= Task objective =
Identify all lines below that hold "CÔTE" and collect them.

____

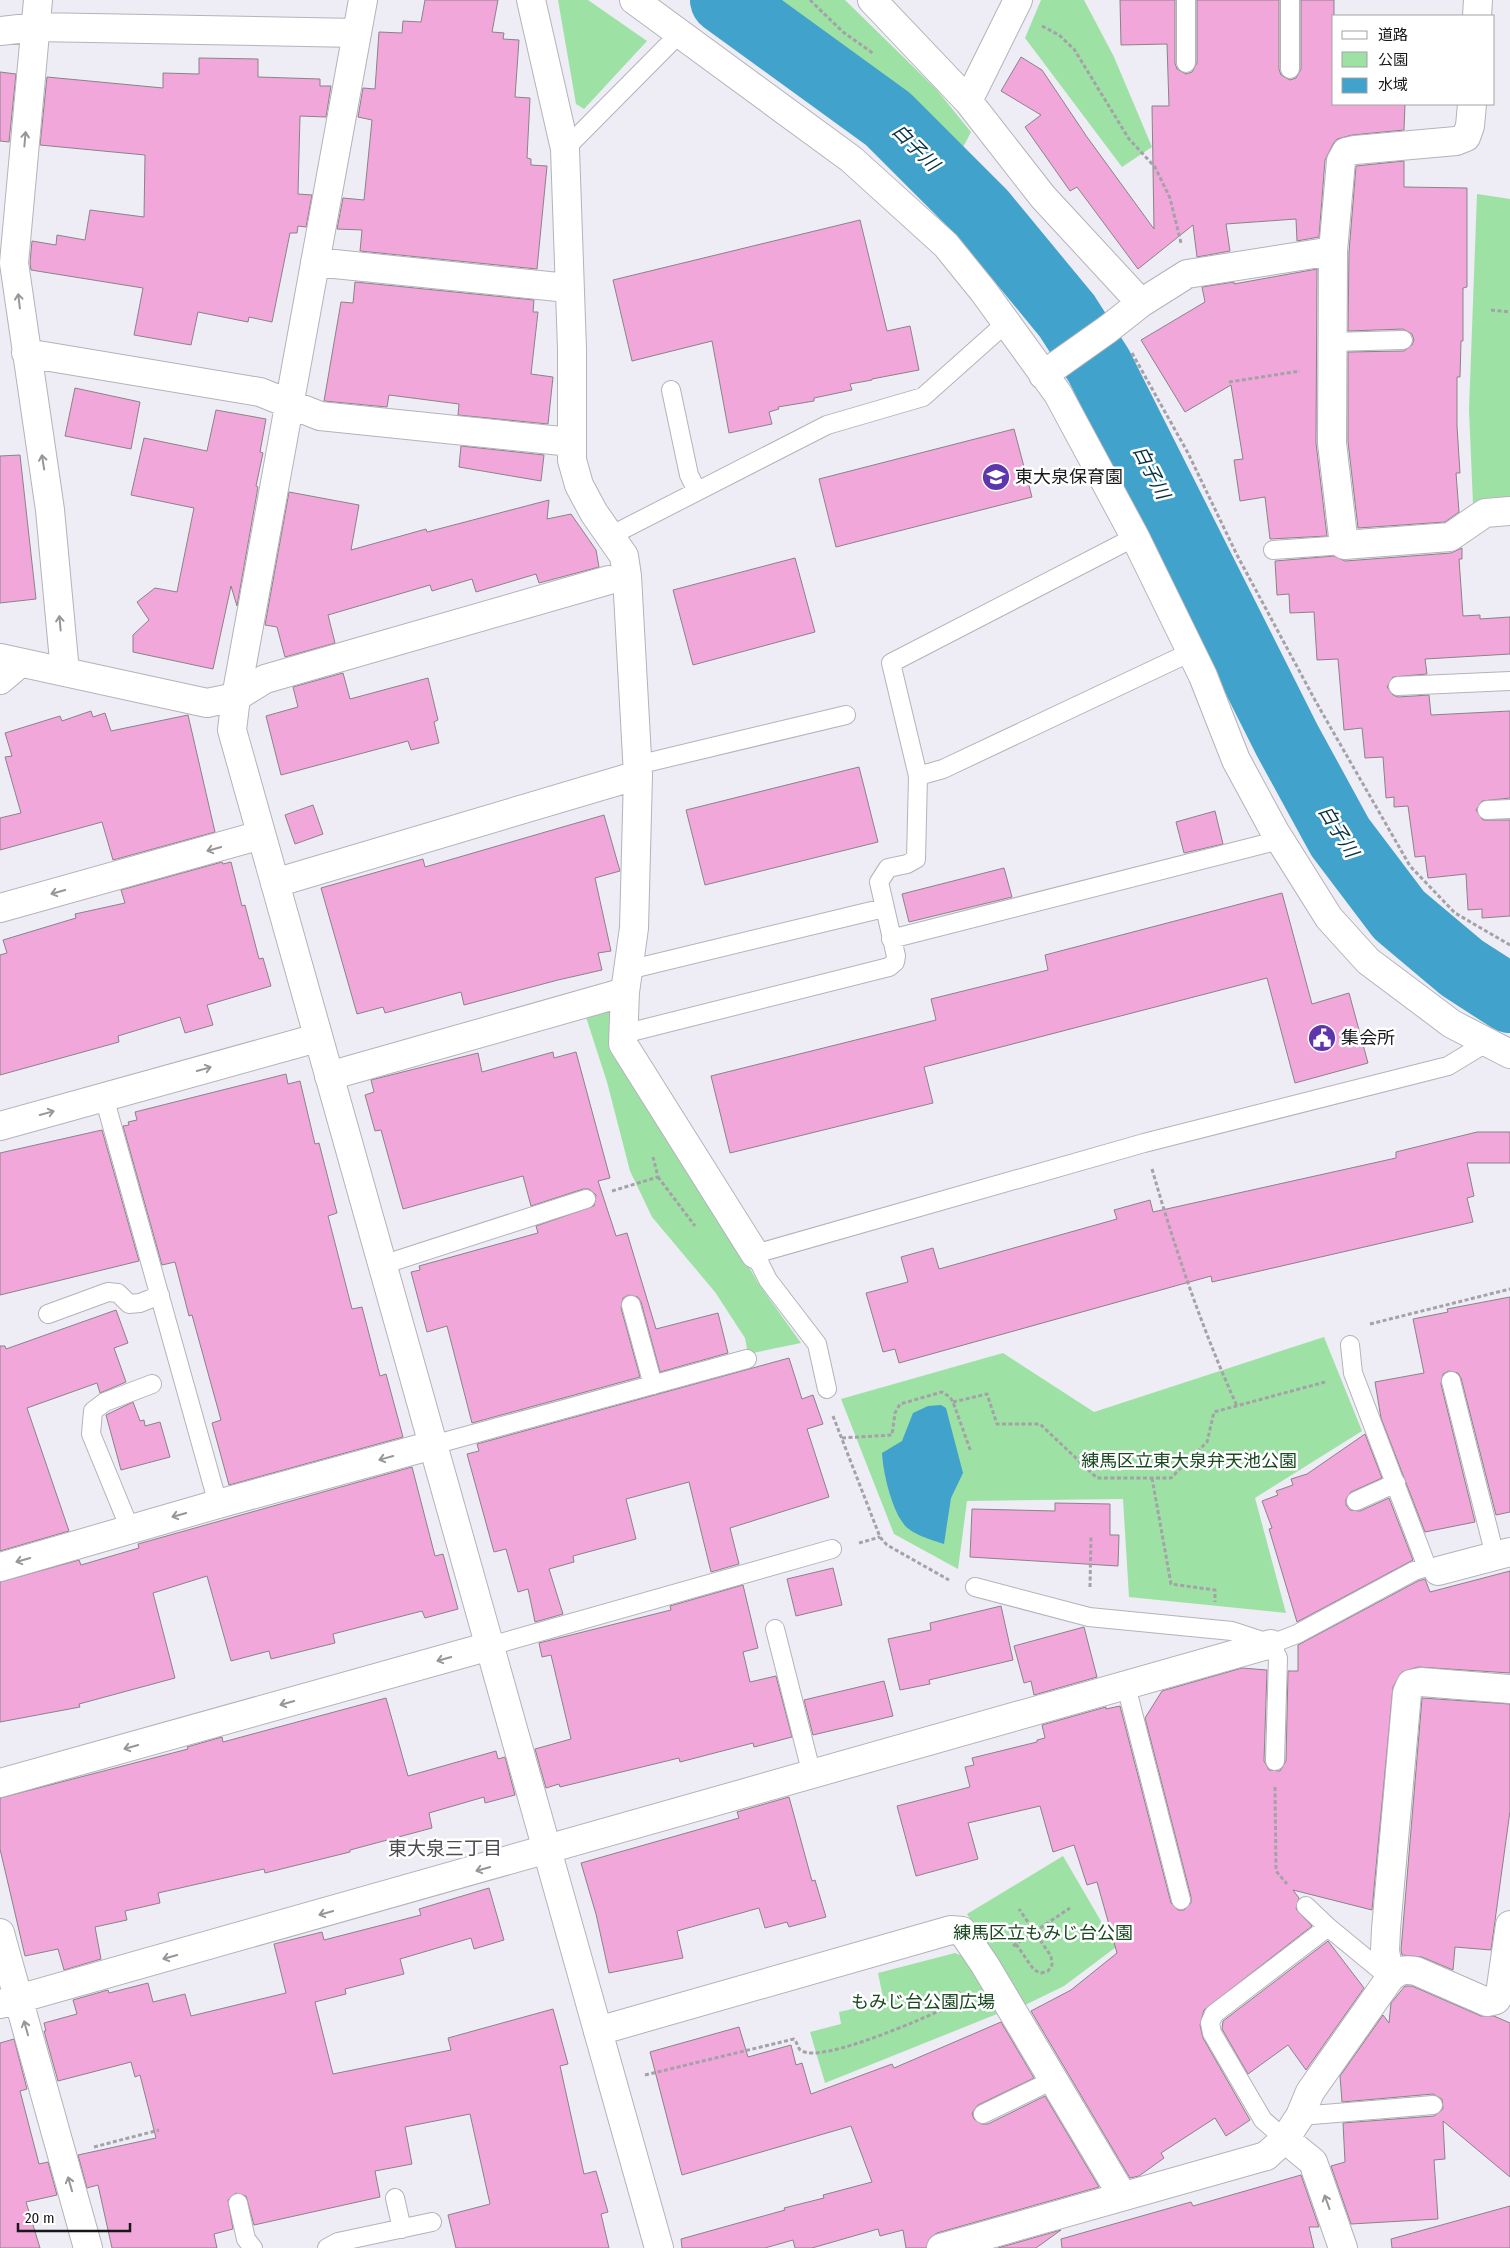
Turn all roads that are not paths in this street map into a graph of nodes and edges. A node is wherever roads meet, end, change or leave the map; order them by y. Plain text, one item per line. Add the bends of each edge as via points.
1 (38, 0) edge
2 (363, 0) edge
3 (531, 0) edge
4 (634, 0) edge
5 (872, 0) edge
6 (1186, 0) edge
7 (1290, 0) edge
8 (1478, 0) edge
9 (1016, 4) edge
10 (1477, 15) edge
11 (36, 27) junction
12 (0, 31) edge
13 (357, 33) junction
14 (680, 33) junction
15 (1186, 63) dead end
16 (1290, 69) dead end
17 (968, 101) junction
18 (1472, 105) edge
19 (565, 149) junction
20 (1333, 251) junction
21 (315, 262) junction
22 (568, 288) junction
23 (1141, 303) junction
24 (1006, 323) junction
25 (1403, 340) dead end
26 (26, 353) junction
27 (1332, 353) junction
28 (1052, 370) junction
29 (671, 390) dead end
30 (291, 404) junction
31 (571, 442) junction
32 (697, 491) junction
33 (1510, 511) edge
34 (610, 536) junction
35 (1135, 537) junction
36 (1344, 545) junction
37 (1273, 550) dead end
38 (618, 578) junction
39 (1191, 652) junction
40 (10, 660) edge
41 (65, 672) junction
42 (0, 680) edge
43 (1510, 681) edge
44 (1398, 686) dead end
45 (236, 697) junction
46 (846, 715) dead end
47 (637, 770) junction
48 (918, 776) junction
49 (1510, 809) edge
50 (1487, 810) dead end
51 (261, 836) junction
52 (1280, 840) junction
53 (274, 883) junction
54 (0, 908) edge
55 (884, 908) junction
56 (891, 939) junction
57 (627, 981) junction
58 (624, 1034) junction
59 (317, 1038) junction
60 (1498, 1048) edge
61 (329, 1076) junction
62 (104, 1097) junction
63 (0, 1126) edge
64 (586, 1200) dead end
65 (755, 1254) junction
66 (382, 1265) junction
67 (160, 1295) junction
68 (631, 1305) dead end
69 (48, 1314) dead end
70 (1350, 1345) road end
71 (747, 1359) dead end
72 (1451, 1381) dead end
73 (152, 1384) dead end
74 (653, 1385) junction
75 (827, 1389) road end
76 (434, 1446) junction
77 (1396, 1483) junction
78 (1356, 1501) dead end
79 (218, 1504) junction
80 (130, 1529) junction
81 (832, 1550) dead end
82 (1503, 1554) edge
83 (0, 1567) edge
84 (1433, 1569) junction
85 (975, 1587) road end
86 (775, 1629) dead end
87 (1271, 1644) junction
88 (490, 1646) junction
89 (1126, 1686) junction
90 (1510, 1689) edge
91 (1275, 1761) road end
92 (812, 1775) junction
93 (0, 1783) edge
94 (547, 1851) junction
95 (1181, 1900) dead end
96 (1306, 1906) road end
97 (1510, 1925) edge
98 (1328, 1927) junction
99 (0, 1934) edge
100 (1390, 1978) junction
101 (9, 2002) edge
102 (598, 2031) junction
103 (1053, 2080) junction
104 (1433, 2105) dead end
105 (983, 2114) dead end
106 (1300, 2116) junction
107 (1275, 2147) junction
108 (1122, 2195) junction
109 (395, 2198) dead end
110 (238, 2203) dead end
111 (432, 2222) dead end
112 (402, 2229) junction
113 (88, 2248) edge
114 (253, 2248) edge
115 (327, 2248) edge
116 (659, 2248) edge
117 (941, 2248) edge
118 (1344, 2248) edge

1 - 11 street
2 - 13 street
3 - 19 street
4 - 14 street
5 - 17 street
6 - 15 lane
7 - 16 lane
8 - 10 street
9 - 17 street
11 - 12 street
11 - 13 street
26 -> 11 street via 14,263
13 - 21 street
14 - 19 lane
14 - 24 street via 851,159 946,245
17 - 23 street via 1043,197
18 - 20 street via 1466,137 1456,141 1346,152 1341,161
19 - 22 street
20 - 23 street via 1187,274
20 - 27 street
21 - 22 street
21 - 30 street
22 - 31 street via 572,349
23 - 28 street
24 - 28 street
24 - 32 lane via 923,397 827,425
25 - 27 lane
26 - 30 street via 260,392
41 -> 26 street via 50,510
27 - 36 street via 1332,443
28 - 35 street via 1058,394
29 - 32 lane via 689,475
30 - 31 street via 320,416
30 - 45 street
31 - 34 street via 579,485
32 - 34 lane
33 - 36 street via 1485,513 1450,538
34 - 38 street via 624,556
35 - 39 street
35 - 48 lane via 890,663
36 - 37 lane
38 - 45 street via 265,679
38 - 47 street
39 - 48 lane via 943,769
39 - 52 street via 1236,760
40 - 41 street
40 - 42 street
41 - 45 street via 207,704
43 - 44 lane
45 - 51 street via 232,730
46 - 47 lane
47 - 53 street
47 - 57 street via 634,928
48 - 55 lane via 916,859 888,868 882,874 879,882
49 - 50 lane
51 - 53 street
51 -> 54 street
52 - 56 lane
52 - 60 street via 1329,918 1368,961 1452,1024
53 - 59 street
55 - 56 lane
55 - 57 lane
56 - 58 lane via 896,956 889,967
57 - 58 street
57 - 61 street
58 - 65 street via 623,1044
59 - 61 street
62 -> 59 street
60 - 65 lane via 1448,1066 1144,1143
61 - 66 street
63 -> 62 street
62 - 67 lane
64 - 66 lane
65 - 75 lane via 768,1280 816,1344
66 - 76 street
67 - 69 lane via 130,1304 118,1293 108,1292
67 - 79 lane
68 - 74 lane
70 - 77 lane via 1354,1373
71 - 74 lane
72 - 82 lane
73 - 80 lane via 105,1402 93,1411 90,1424 91,1434
74 - 76 lane
76 -> 79 street
76 - 88 street
77 - 78 lane
77 - 84 lane
79 -> 80 street
80 -> 83 street
81 - 88 lane
82 - 84 street
84 - 87 lane via 1390,1584 1297,1634
85 - 87 lane via 1089,1617 1232,1631
86 - 92 lane
87 - 89 street
87 - 91 lane via 1278,1658
88 -> 93 street
88 - 94 street
89 - 92 street
89 - 95 lane
90 - 100 street via 1421,1682 1411,1684 1407,1693 1386,1929 1385,1951
92 - 94 street
94 -> 101 street
94 - 102 street
96 - 98 lane
97 - 100 street via 1500,1994 1496,2000 1487,2002 1416,1971 1406,1969
98 - 100 lane
98 - 107 lane via 1214,2014 1210,2023 1212,2033 1263,2120
99 - 101 street
100 - 106 street via 1310,2092
113 -> 101 street via 62,2156
102 - 103 street via 951,1930 962,1931
102 - 116 street
103 - 105 lane
103 - 108 street
104 - 106 lane
106 - 107 street
107 - 108 street
118 -> 107 street via 1313,2162
108 - 117 street
109 - 112 lane
110 - 114 lane via 246,2239
111 - 112 lane
112 - 115 lane via 338,2242

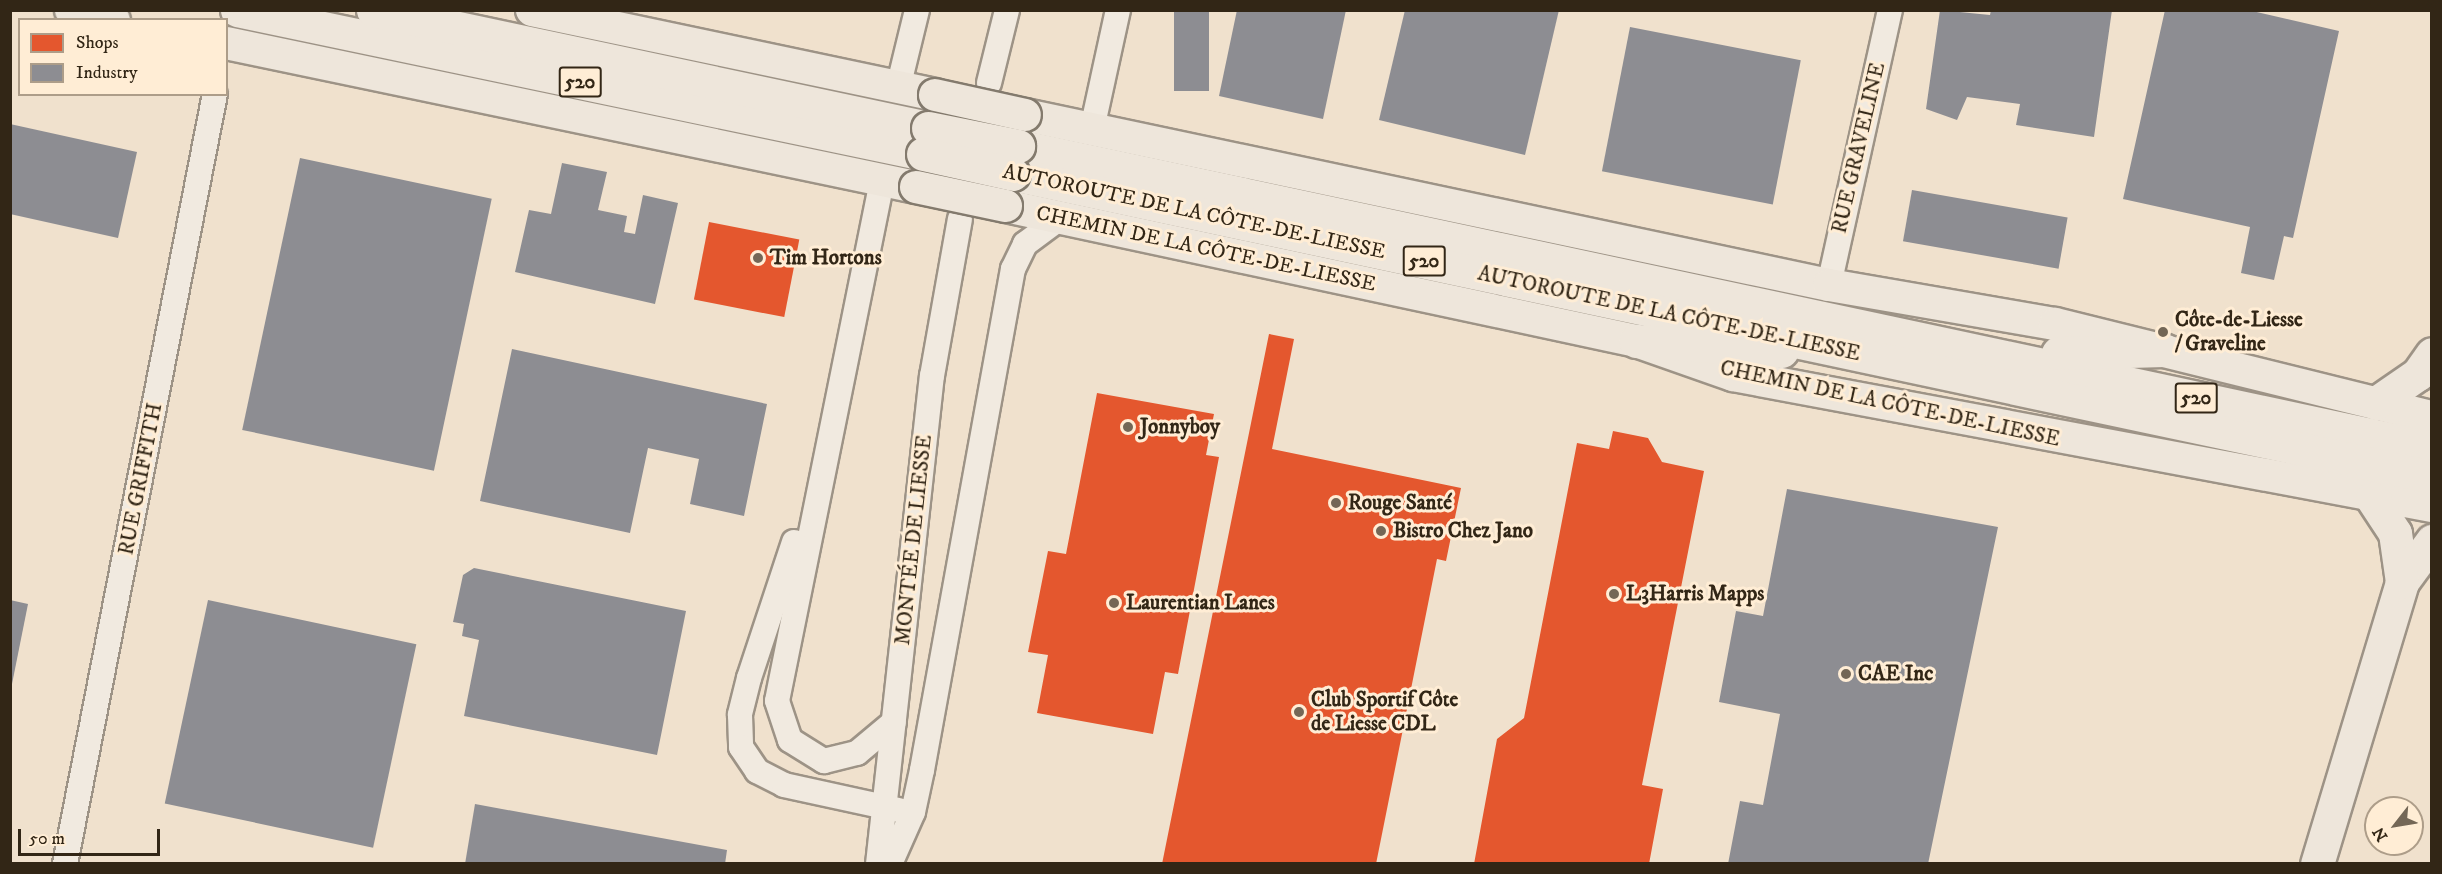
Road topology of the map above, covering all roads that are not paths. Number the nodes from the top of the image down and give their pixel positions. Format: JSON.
{"nodes":[{"id":1,"x":71,"y":10,"type":"edge"},
{"id":2,"x":237,"y":10,"type":"edge"},
{"id":3,"x":373,"y":10,"type":"edge"},
{"id":4,"x":532,"y":10,"type":"edge"},
{"id":5,"x":917,"y":10,"type":"edge"},
{"id":6,"x":1007,"y":10,"type":"edge"},
{"id":7,"x":1118,"y":10,"type":"edge"},
{"id":8,"x":1890,"y":10,"type":"edge"},
{"id":9,"x":105,"y":18,"type":"edge"},
{"id":10,"x":228,"y":43,"type":"edge"},
{"id":11,"x":989,"y":83,"type":"dead end"},
{"id":12,"x":898,"y":88,"type":"junction"},
{"id":13,"x":215,"y":96,"type":"edge"},
{"id":14,"x":1092,"y":129,"type":"junction"},
{"id":15,"x":926,"y":141,"type":"junction"},
{"id":16,"x":1016,"y":160,"type":"junction"},
{"id":17,"x":882,"y":181,"type":"junction"},
{"id":18,"x":1060,"y":218,"type":"junction"},
{"id":19,"x":960,"y":219,"type":"dead end"},
{"id":20,"x":1829,"y":285,"type":"junction"},
{"id":21,"x":1636,"y":341,"type":"junction"},
{"id":22,"x":1960,"y":348,"type":"junction"},
{"id":23,"x":1835,"y":349,"type":"junction"},
{"id":24,"x":2164,"y":350,"type":"junction"},
{"id":25,"x":2432,"y":354,"type":"edge"},
{"id":26,"x":2376,"y":403,"type":"junction"},
{"id":27,"x":2432,"y":417,"type":"edge"},
{"id":28,"x":2432,"y":448,"type":"edge"},
{"id":29,"x":819,"y":474,"type":"junction"},
{"id":30,"x":2432,"y":477,"type":"edge"},
{"id":31,"x":2372,"y":498,"type":"junction"},
{"id":32,"x":2432,"y":506,"type":"edge"},
{"id":33,"x":2432,"y":541,"type":"edge"},
{"id":34,"x":2402,"y":582,"type":"junction"},
{"id":35,"x":894,"y":722,"type":"junction"},
{"id":36,"x":885,"y":807,"type":"junction"},
{"id":37,"x":913,"y":812,"type":"junction"},
{"id":38,"x":65,"y":864,"type":"edge"},
{"id":39,"x":878,"y":864,"type":"edge"},
{"id":40,"x":890,"y":864,"type":"edge"},
{"id":41,"x":2317,"y":864,"type":"edge"}],
"edges":[{"from":1,"to":9,"type":"main road"},
{"from":2,"to":15,"type":"highway","name":"AUTOROUTE DE LA CÔTE-DE-LIESSE","number":"520"},
{"from":3,"to":15,"type":"highway","name":"AUTOROUTE DE LA CÔTE-DE-LIESSE","number":"520"},
{"from":4,"to":12,"type":"main road"},
{"from":5,"to":12,"type":"street"},
{"from":6,"to":11,"type":"street"},
{"from":7,"to":14,"type":"street"},
{"from":8,"to":20,"type":"street","name":"RUE GRAVELINE"},
{"from":10,"to":17,"type":"main road","name":"CHEMIN DE LA CÔTE-DE-LIESSE"},
{"from":12,"to":14,"type":"main road","bridge":true},
{"from":13,"to":38,"type":"street","name":"RUE GRIFFITH"},
{"from":14,"to":20,"type":"main road"},
{"from":15,"to":16,"type":"highway","name":"AUTOROUTE DE LA CÔTE-DE-LIESSE","number":"520","bridge":true},
{"from":16,"to":22,"type":"highway","name":"AUTOROUTE DE LA CÔTE-DE-LIESSE","number":"520"},
{"from":16,"to":23,"type":"highway","name":"AUTOROUTE DE LA CÔTE-DE-LIESSE","number":"520"},
{"from":17,"to":18,"type":"main road","name":"CHEMIN DE LA CÔTE-DE-LIESSE","bridge":true},
{"from":17,"to":29,"type":"street"},
{"from":18,"to":21,"type":"main road","name":"CHEMIN DE LA CÔTE-DE-LIESSE"},
{"from":18,"to":37,"type":"street"},
{"from":19,"to":35,"type":"street","name":"MONTÉE DE LIESSE"},
{"from":20,"to":24,"type":"main road"},
{"from":21,"to":23,"type":"highway"},
{"from":21,"to":31,"type":"main road","name":"CHEMIN DE LA CÔTE-DE-LIESSE"},
{"from":22,"to":24,"type":"highway"},
{"from":22,"to":28,"type":"highway","name":"AUTOROUTE DE LA CÔTE-DE-LIESSE","number":"520"},
{"from":23,"to":30,"type":"highway","name":"AUTOROUTE DE LA CÔTE-DE-LIESSE","number":"520"},
{"from":24,"to":26,"type":"main road"},
{"from":25,"to":26,"type":"highway"},
{"from":26,"to":27,"type":"main road"},
{"from":29,"to":35,"type":"street"},
{"from":29,"to":36,"type":"street"},
{"from":31,"to":32,"type":"main road","name":"CHEMIN DE LA CÔTE-DE-LIESSE"},
{"from":31,"to":34,"type":"highway"},
{"from":33,"to":34,"type":"highway"},
{"from":34,"to":41,"type":"highway"},
{"from":35,"to":36,"type":"street","name":"MONTÉE DE LIESSE"},
{"from":36,"to":37,"type":"street"},
{"from":36,"to":39,"type":"street","name":"MONTÉE DE LIESSE"},
{"from":37,"to":40,"type":"street"}]}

____

= Final answer =
{"from":2,"to":15,"type":"highway","name":"AUTOROUTE DE LA CÔTE-DE-LIESSE","number":"520"},
{"from":3,"to":15,"type":"highway","name":"AUTOROUTE DE LA CÔTE-DE-LIESSE","number":"520"},
{"from":10,"to":17,"type":"main road","name":"CHEMIN DE LA CÔTE-DE-LIESSE"},
{"from":15,"to":16,"type":"highway","name":"AUTOROUTE DE LA CÔTE-DE-LIESSE","number":"520","bridge":true},
{"from":16,"to":22,"type":"highway","name":"AUTOROUTE DE LA CÔTE-DE-LIESSE","number":"520"},
{"from":16,"to":23,"type":"highway","name":"AUTOROUTE DE LA CÔTE-DE-LIESSE","number":"520"},
{"from":17,"to":18,"type":"main road","name":"CHEMIN DE LA CÔTE-DE-LIESSE","bridge":true},
{"from":18,"to":21,"type":"main road","name":"CHEMIN DE LA CÔTE-DE-LIESSE"},
{"from":21,"to":31,"type":"main road","name":"CHEMIN DE LA CÔTE-DE-LIESSE"},
{"from":22,"to":28,"type":"highway","name":"AUTOROUTE DE LA CÔTE-DE-LIESSE","number":"520"},
{"from":23,"to":30,"type":"highway","name":"AUTOROUTE DE LA CÔTE-DE-LIESSE","number":"520"},
{"from":31,"to":32,"type":"main road","name":"CHEMIN DE LA CÔTE-DE-LIESSE"},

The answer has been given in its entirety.